RobertaClassificationHead - reduce dense layer dimension?

I have a quick question regarding SequenceClassification with the RobertaClassificationHead: The implementation of the dense layer on-top of the transformer has config.hidden_size x config.hidden_size connections. From a theoretical point of view, would it make sense to let the user choose the number of the dimension in the dense/projection layers? If it makes sense, what would be the best way to do this right now?

This is what would probably have done what I expected:

self.dense = nn.Linear(config.hidden_size, config.proj_dim)
self.dropout = nn.Dropout(config.hidden_dropout_prob)
self.out_proj = nn.Linear(config.proj_dim, config.num_labels)
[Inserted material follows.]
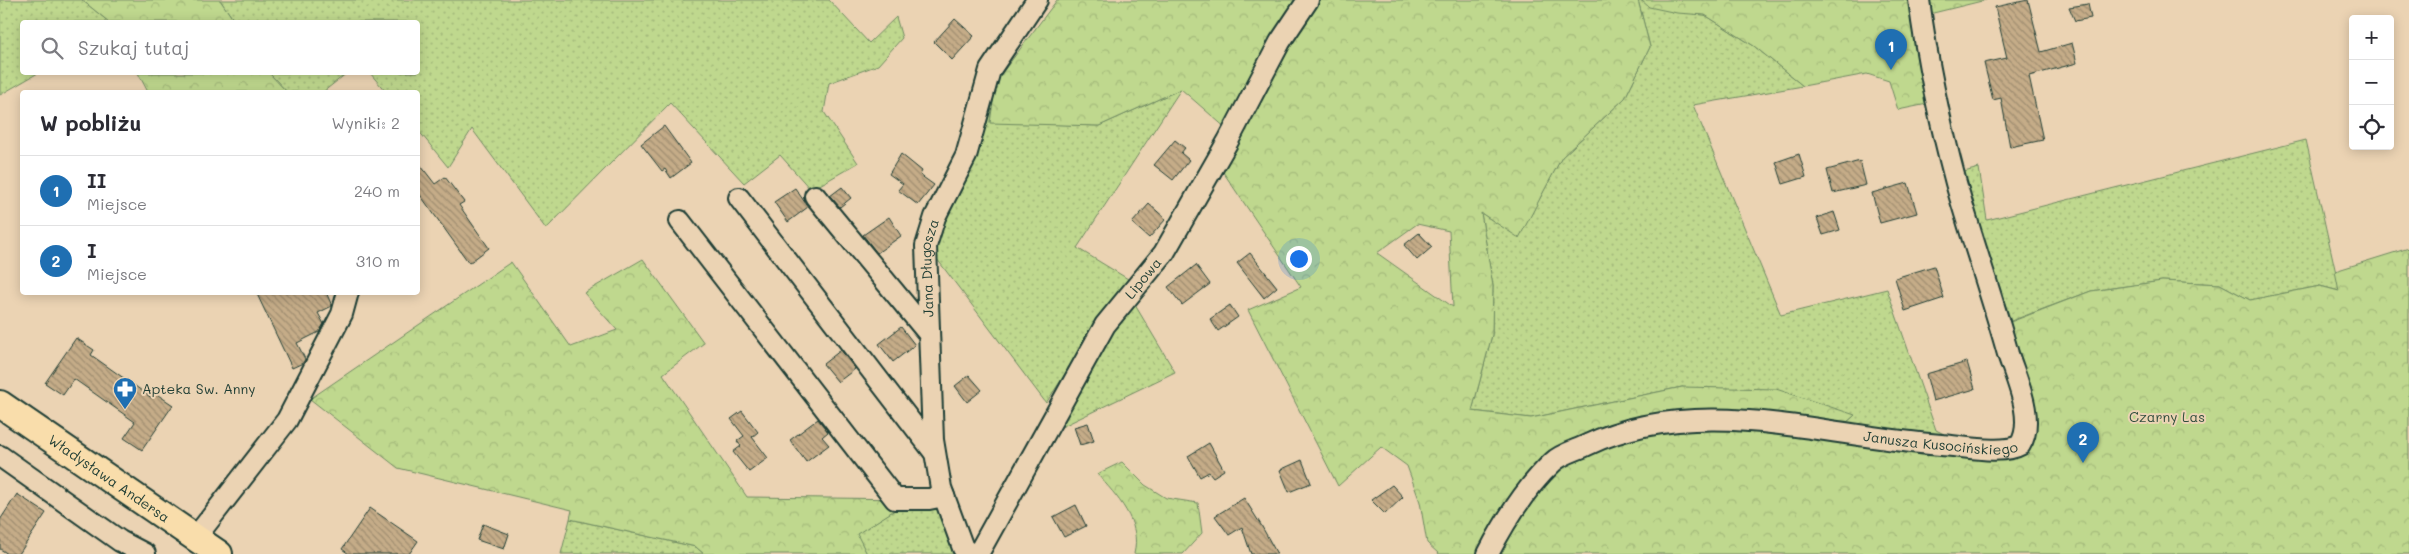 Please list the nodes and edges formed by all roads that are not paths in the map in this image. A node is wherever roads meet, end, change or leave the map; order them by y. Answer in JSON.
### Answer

I arrived at this question while experimenting using a roberta model with frozen parameters, training only the classification layer. In my case, training more than half a million parameters in the classification layer seems a bit of an overkill for my small data set.
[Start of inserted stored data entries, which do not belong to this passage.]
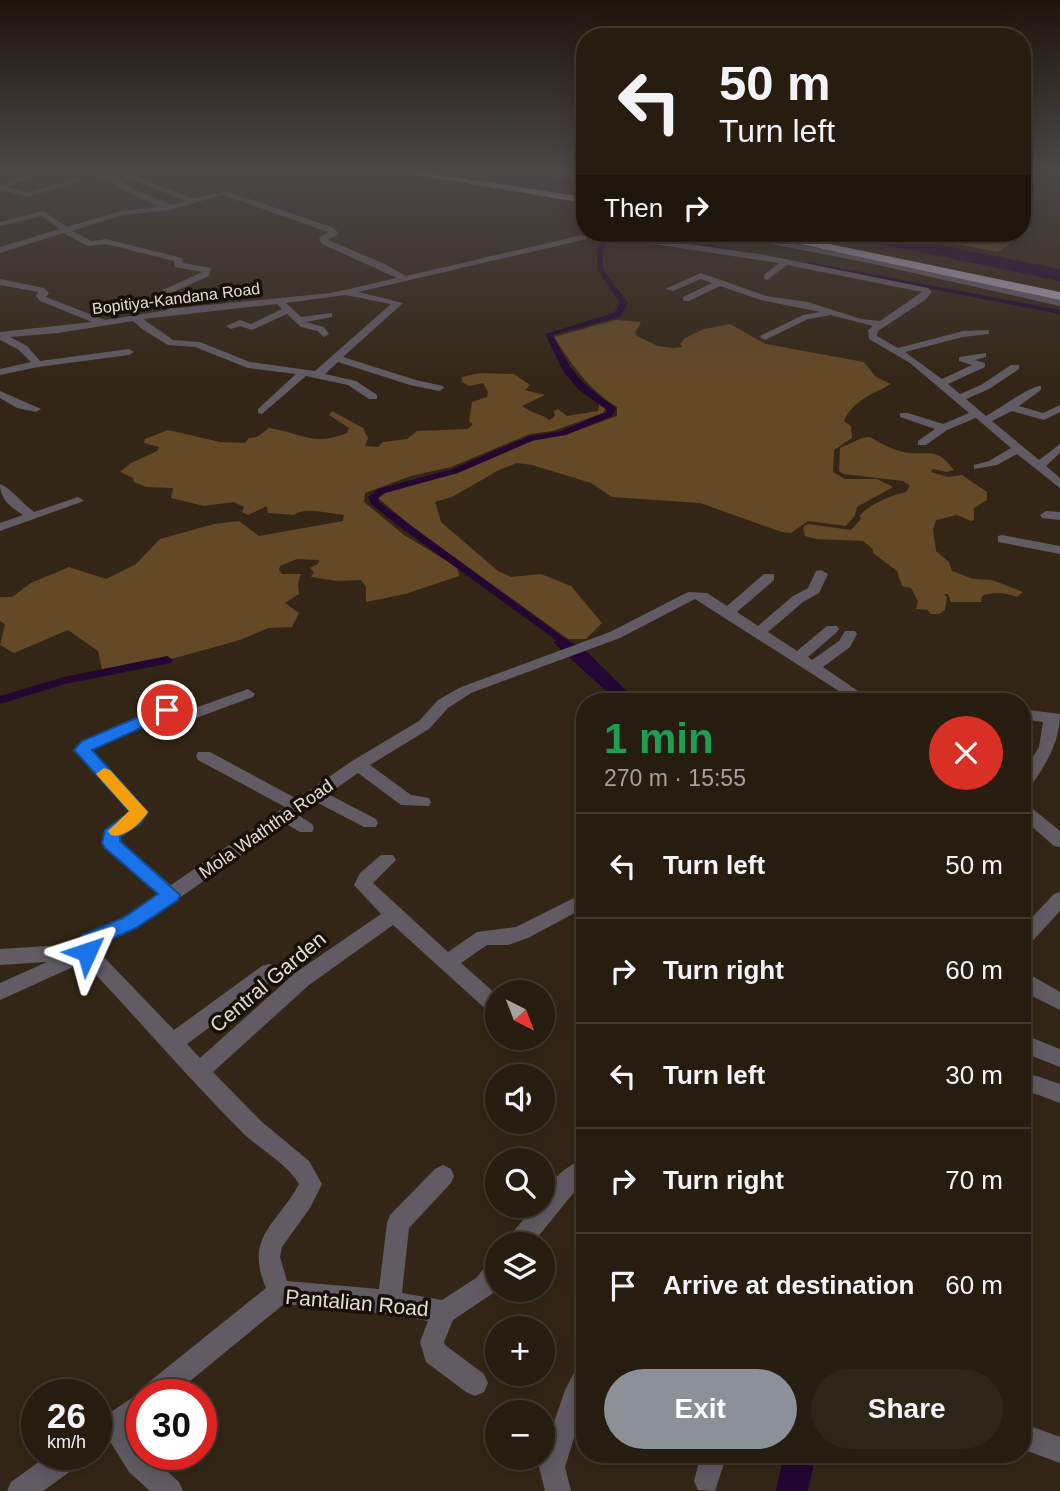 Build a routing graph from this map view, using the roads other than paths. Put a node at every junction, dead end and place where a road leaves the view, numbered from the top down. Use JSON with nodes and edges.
{"nodes":[{"id":1,"x":37,"y":240,"type":"edge"},
{"id":2,"x":83,"y":240,"type":"edge"},
{"id":3,"x":324,"y":240,"type":"edge"},
{"id":4,"x":571,"y":240,"type":"edge"},
{"id":5,"x":658,"y":242,"type":"edge"},
{"id":6,"x":773,"y":242,"type":"edge"},
{"id":7,"x":808,"y":242,"type":"edge"},
{"id":8,"x":825,"y":242,"type":"edge"},
{"id":9,"x":0,"y":250,"type":"edge"},
{"id":10,"x":786,"y":262,"type":"junction"},
{"id":11,"x":767,"y":277,"type":"dead end"},
{"id":12,"x":403,"y":278,"type":"junction"},
{"id":13,"x":0,"y":282,"type":"edge"},
{"id":14,"x":718,"y":283,"type":"junction"},
{"id":15,"x":670,"y":289,"type":"dead end"},
{"id":16,"x":346,"y":292,"type":"junction"},
{"id":17,"x":1060,"y":293,"type":"edge"},
{"id":18,"x":317,"y":297,"type":"junction"},
{"id":19,"x":686,"y":299,"type":"dead end"},
{"id":20,"x":278,"y":300,"type":"junction"},
{"id":21,"x":1060,"y":303,"type":"edge"},
{"id":22,"x":289,"y":309,"type":"junction"},
{"id":23,"x":176,"y":311,"type":"junction"},
{"id":24,"x":829,"y":314,"type":"junction"},
{"id":25,"x":135,"y":317,"type":"junction"},
{"id":26,"x":298,"y":320,"type":"junction"},
{"id":27,"x":102,"y":322,"type":"junction"},
{"id":28,"x":881,"y":324,"type":"junction"},
{"id":29,"x":231,"y":326,"type":"dead end"},
{"id":30,"x":986,"y":332,"type":"dead end"},
{"id":31,"x":324,"y":334,"type":"dead end"},
{"id":32,"x":0,"y":336,"type":"edge"},
{"id":33,"x":765,"y":337,"type":"dead end"},
{"id":34,"x":896,"y":351,"type":"junction"},
{"id":35,"x":129,"y":352,"type":"dead end"},
{"id":36,"x":982,"y":355,"type":"dead end"},
{"id":37,"x":337,"y":358,"type":"junction"},
{"id":38,"x":38,"y":364,"type":"junction"},
{"id":39,"x":1014,"y":367,"type":"dead end"},
{"id":40,"x":0,"y":372,"type":"edge"},
{"id":41,"x":304,"y":372,"type":"junction"},
{"id":42,"x":317,"y":375,"type":"junction"},
{"id":43,"x":942,"y":383,"type":"junction"},
{"id":44,"x":439,"y":388,"type":"dead end"},
{"id":45,"x":1038,"y":388,"type":"dead end"},
{"id":46,"x":0,"y":394,"type":"edge"},
{"id":47,"x":373,"y":397,"type":"dead end"},
{"id":48,"x":959,"y":398,"type":"junction"},
{"id":49,"x":1012,"y":407,"type":"junction"},
{"id":50,"x":1060,"y":408,"type":"edge"},
{"id":51,"x":36,"y":409,"type":"dead end"},
{"id":52,"x":262,"y":411,"type":"dead end"},
{"id":53,"x":904,"y":415,"type":"dead end"},
{"id":54,"x":980,"y":418,"type":"junction"},
{"id":55,"x":943,"y":428,"type":"junction"},
{"id":56,"x":1028,"y":438,"type":"dead end"},
{"id":57,"x":922,"y":443,"type":"dead end"},
{"id":58,"x":1017,"y":446,"type":"junction"},
{"id":59,"x":1060,"y":447,"type":"edge"},
{"id":60,"x":978,"y":467,"type":"dead end"},
{"id":61,"x":1040,"y":467,"type":"junction"},
{"id":62,"x":1060,"y":484,"type":"edge"},
{"id":63,"x":0,"y":488,"type":"edge"},
{"id":64,"x":78,"y":501,"type":"dead end"},
{"id":65,"x":1046,"y":515,"type":"dead end"},
{"id":66,"x":32,"y":516,"type":"junction"},
{"id":67,"x":1060,"y":516,"type":"edge"},
{"id":68,"x":0,"y":527,"type":"edge"},
{"id":69,"x":1002,"y":539,"type":"dead end"},
{"id":70,"x":1060,"y":550,"type":"edge"},
{"id":71,"x":821,"y":574,"type":"dead end"},
{"id":72,"x":769,"y":577,"type":"dead end"},
{"id":73,"x":729,"y":613,"type":"junction"},
{"id":74,"x":832,"y":629,"type":"dead end"},
{"id":75,"x":759,"y":632,"type":"junction"},
{"id":76,"x":850,"y":634,"type":"dead end"},
{"id":77,"x":799,"y":657,"type":"junction"},
{"id":78,"x":814,"y":666,"type":"junction"},
{"id":79,"x":854,"y":693,"type":"edge"},
{"id":80,"x":248,"y":694,"type":"dead end"},
{"id":81,"x":1031,"y":716,"type":"edge"},
{"id":82,"x":1056,"y":720,"type":"edge"},
{"id":83,"x":204,"y":756,"type":"dead end"},
{"id":84,"x":358,"y":765,"type":"junction"},
{"id":85,"x":1031,"y":774,"type":"edge"},
{"id":86,"x":316,"y":795,"type":"junction"},
{"id":87,"x":423,"y":802,"type":"dead end"},
{"id":88,"x":292,"y":812,"type":"junction"},
{"id":89,"x":1031,"y":817,"type":"edge"},
{"id":90,"x":370,"y":823,"type":"dead end"},
{"id":91,"x":306,"y":828,"type":"dead end"},
{"id":92,"x":1060,"y":841,"type":"edge"},
{"id":93,"x":387,"y":860,"type":"dead end"},
{"id":94,"x":171,"y":895,"type":"junction"},
{"id":95,"x":1060,"y":899,"type":"edge"},
{"id":96,"x":576,"y":904,"type":"edge"},
{"id":97,"x":394,"y":915,"type":"junction"},
{"id":98,"x":1031,"y":930,"type":"edge"},
{"id":99,"x":87,"y":952,"type":"junction"},
{"id":100,"x":0,"y":957,"type":"edge"},
{"id":101,"x":447,"y":963,"type":"junction"},
{"id":102,"x":269,"y":972,"type":"dead end"},
{"id":103,"x":1031,"y":984,"type":"edge"},
{"id":104,"x":0,"y":992,"type":"edge"},
{"id":105,"x":485,"y":996,"type":"edge"},
{"id":106,"x":1060,"y":1002,"type":"edge"},
{"id":107,"x":172,"y":1044,"type":"junction"},
{"id":108,"x":1031,"y":1047,"type":"edge"},
{"id":109,"x":1060,"y":1058,"type":"edge"},
{"id":110,"x":200,"y":1071,"type":"junction"},
{"id":111,"x":1031,"y":1084,"type":"edge"},
{"id":112,"x":1060,"y":1094,"type":"edge"},
{"id":113,"x":576,"y":1171,"type":"edge"},
{"id":114,"x":443,"y":1176,"type":"dead end"},
{"id":115,"x":528,"y":1232,"type":"edge"},
{"id":116,"x":485,"y":1285,"type":"edge"},
{"id":117,"x":280,"y":1293,"type":"junction"},
{"id":118,"x":387,"y":1302,"type":"junction"},
{"id":119,"x":444,"y":1312,"type":"junction"},
{"id":120,"x":173,"y":1379,"type":"edge"},
{"id":121,"x":475,"y":1383,"type":"dead end"},
{"id":122,"x":576,"y":1395,"type":"edge"},
{"id":123,"x":126,"y":1416,"type":"edge"},
{"id":124,"x":112,"y":1427,"type":"edge"},
{"id":125,"x":112,"y":1438,"type":"edge"},
{"id":126,"x":1031,"y":1439,"type":"edge"},
{"id":127,"x":1060,"y":1450,"type":"edge"},
{"id":128,"x":712,"y":1463,"type":"edge"},
{"id":129,"x":50,"y":1470,"type":"edge"},
{"id":130,"x":707,"y":1481,"type":"dead end"},
{"id":131,"x":20,"y":1491,"type":"edge"},
{"id":132,"x":170,"y":1491,"type":"edge"},
{"id":133,"x":558,"y":1491,"type":"edge"}],
"edges":[{"from":1,"to":9,"type":"street"},
{"from":2,"to":23,"type":"street"},
{"from":3,"to":12,"type":"street"},
{"from":4,"to":12,"type":"street","name":"Bopitiya-Kandana Road"},
{"from":5,"to":10,"type":"street"},
{"from":6,"to":21,"type":"street"},
{"from":7,"to":17,"type":"highway"},
{"from":8,"to":17,"type":"highway"},
{"from":10,"to":11,"type":"street"},
{"from":10,"to":28,"type":"street"},
{"from":12,"to":16,"type":"street","name":"Bopitiya-Kandana Road"},
{"from":13,"to":27,"type":"street"},
{"from":14,"to":15,"type":"street"},
{"from":14,"to":19,"type":"street"},
{"from":14,"to":24,"type":"street"},
{"from":16,"to":18,"type":"street","name":"Bopitiya-Kandana Road"},
{"from":16,"to":37,"type":"street"},
{"from":18,"to":20,"type":"street","name":"Bopitiya-Kandana Road"},
{"from":18,"to":26,"type":"street"},
{"from":20,"to":22,"type":"street"},
{"from":20,"to":23,"type":"street","name":"Bopitiya-Kandana Road"},
{"from":22,"to":26,"type":"street"},
{"from":22,"to":29,"type":"street"},
{"from":23,"to":25,"type":"street","name":"Bopitiya-Kandana Road"},
{"from":24,"to":28,"type":"street"},
{"from":24,"to":33,"type":"street"},
{"from":25,"to":27,"type":"street","name":"Bopitiya-Kandana Road"},
{"from":25,"to":41,"type":"street"},
{"from":26,"to":31,"type":"street"},
{"from":27,"to":32,"type":"street","name":"Bopitiya-Kandana Road"},
{"from":28,"to":34,"type":"street"},
{"from":30,"to":34,"type":"street"},
{"from":32,"to":38,"type":"street"},
{"from":34,"to":43,"type":"street"},
{"from":35,"to":38,"type":"street"},
{"from":36,"to":43,"type":"street"},
{"from":37,"to":42,"type":"street"},
{"from":37,"to":44,"type":"street"},
{"from":38,"to":40,"type":"street"},
{"from":39,"to":48,"type":"street"},
{"from":41,"to":42,"type":"street"},
{"from":41,"to":52,"type":"street"},
{"from":42,"to":47,"type":"street"},
{"from":43,"to":48,"type":"street"},
{"from":45,"to":49,"type":"street"},
{"from":46,"to":51,"type":"street"},
{"from":48,"to":54,"type":"street"},
{"from":49,"to":50,"type":"street"},
{"from":49,"to":54,"type":"street"},
{"from":53,"to":55,"type":"street"},
{"from":54,"to":55,"type":"street"},
{"from":54,"to":58,"type":"street"},
{"from":55,"to":57,"type":"street"},
{"from":56,"to":58,"type":"street"},
{"from":58,"to":60,"type":"street"},
{"from":58,"to":61,"type":"street"},
{"from":59,"to":61,"type":"street"},
{"from":61,"to":62,"type":"street"},
{"from":63,"to":66,"type":"street"},
{"from":64,"to":66,"type":"street"},
{"from":65,"to":67,"type":"street"},
{"from":66,"to":68,"type":"street"},
{"from":69,"to":70,"type":"street"},
{"from":71,"to":75,"type":"street"},
{"from":72,"to":73,"type":"street"},
{"from":73,"to":75,"type":"street","name":"Mola Waththa Road"},
{"from":73,"to":84,"type":"street","name":"Mola Waththa Road"},
{"from":74,"to":77,"type":"street"},
{"from":75,"to":77,"type":"street","name":"Mola Waththa Road"},
{"from":76,"to":78,"type":"street"},
{"from":77,"to":78,"type":"street","name":"Mola Waththa Road"},
{"from":78,"to":79,"type":"street","name":"Mola Waththa Road"},
{"from":80,"to":94,"type":"street"},
{"from":81,"to":82,"type":"street"},
{"from":82,"to":85,"type":"street"},
{"from":83,"to":88,"type":"street"},
{"from":84,"to":86,"type":"street","name":"Mola Waththa Road"},
{"from":84,"to":87,"type":"street"},
{"from":86,"to":88,"type":"street","name":"Mola Waththa Road"},
{"from":86,"to":90,"type":"street"},
{"from":88,"to":91,"type":"street"},
{"from":88,"to":94,"type":"street","name":"Mola Waththa Road"},
{"from":89,"to":92,"type":"street"},
{"from":93,"to":97,"type":"street"},
{"from":94,"to":99,"type":"street","name":"Mola Waththa Road"},
{"from":95,"to":98,"type":"street"},
{"from":96,"to":101,"type":"street"},
{"from":97,"to":101,"type":"street"},
{"from":97,"to":110,"type":"street","name":"Central Garden"},
{"from":99,"to":100,"type":"street"},
{"from":99,"to":104,"type":"street"},
{"from":99,"to":107,"type":"street"},
{"from":101,"to":105,"type":"street"},
{"from":102,"to":107,"type":"street"},
{"from":103,"to":106,"type":"street"},
{"from":107,"to":110,"type":"street"},
{"from":108,"to":109,"type":"street"},
{"from":110,"to":117,"type":"street"},
{"from":111,"to":112,"type":"street"},
{"from":113,"to":115,"type":"street"},
{"from":114,"to":118,"type":"street"},
{"from":116,"to":119,"type":"street","name":"Pantalian Road"},
{"from":117,"to":118,"type":"street","name":"Pantalian Road"},
{"from":117,"to":120,"type":"street","name":"Pantalian Road"},
{"from":118,"to":119,"type":"street","name":"Pantalian Road"},
{"from":119,"to":121,"type":"street"},
{"from":122,"to":133,"type":"street"},
{"from":123,"to":124,"type":"street"},
{"from":125,"to":132,"type":"street"},
{"from":126,"to":127,"type":"street"},
{"from":128,"to":130,"type":"street"},
{"from":129,"to":131,"type":"street"}]}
Original RobertaClassificationHead code for reference:

class RobertaClassificationHead(nn.Module):
    """Head for sentence-level classification tasks."""

    def __init__(self, config):
        super().__init__()
        self.dense = nn.Linear(config.hidden_size, config.hidden_size)
        self.dropout = nn.Dropout(config.hidden_dropout_prob)
        self.out_proj = nn.Linear(config.hidden_size, config.num_labels)

    def forward(self, features, **kwargs):
        x = features[:, 0, :]  # take <s> token (equiv. to [CLS])
        x = self.dropout(x)
        x = self.dense(x)
        x = torch.tanh(x)
        x = self.dropout(x)
        x = self.out_proj(x)
        return x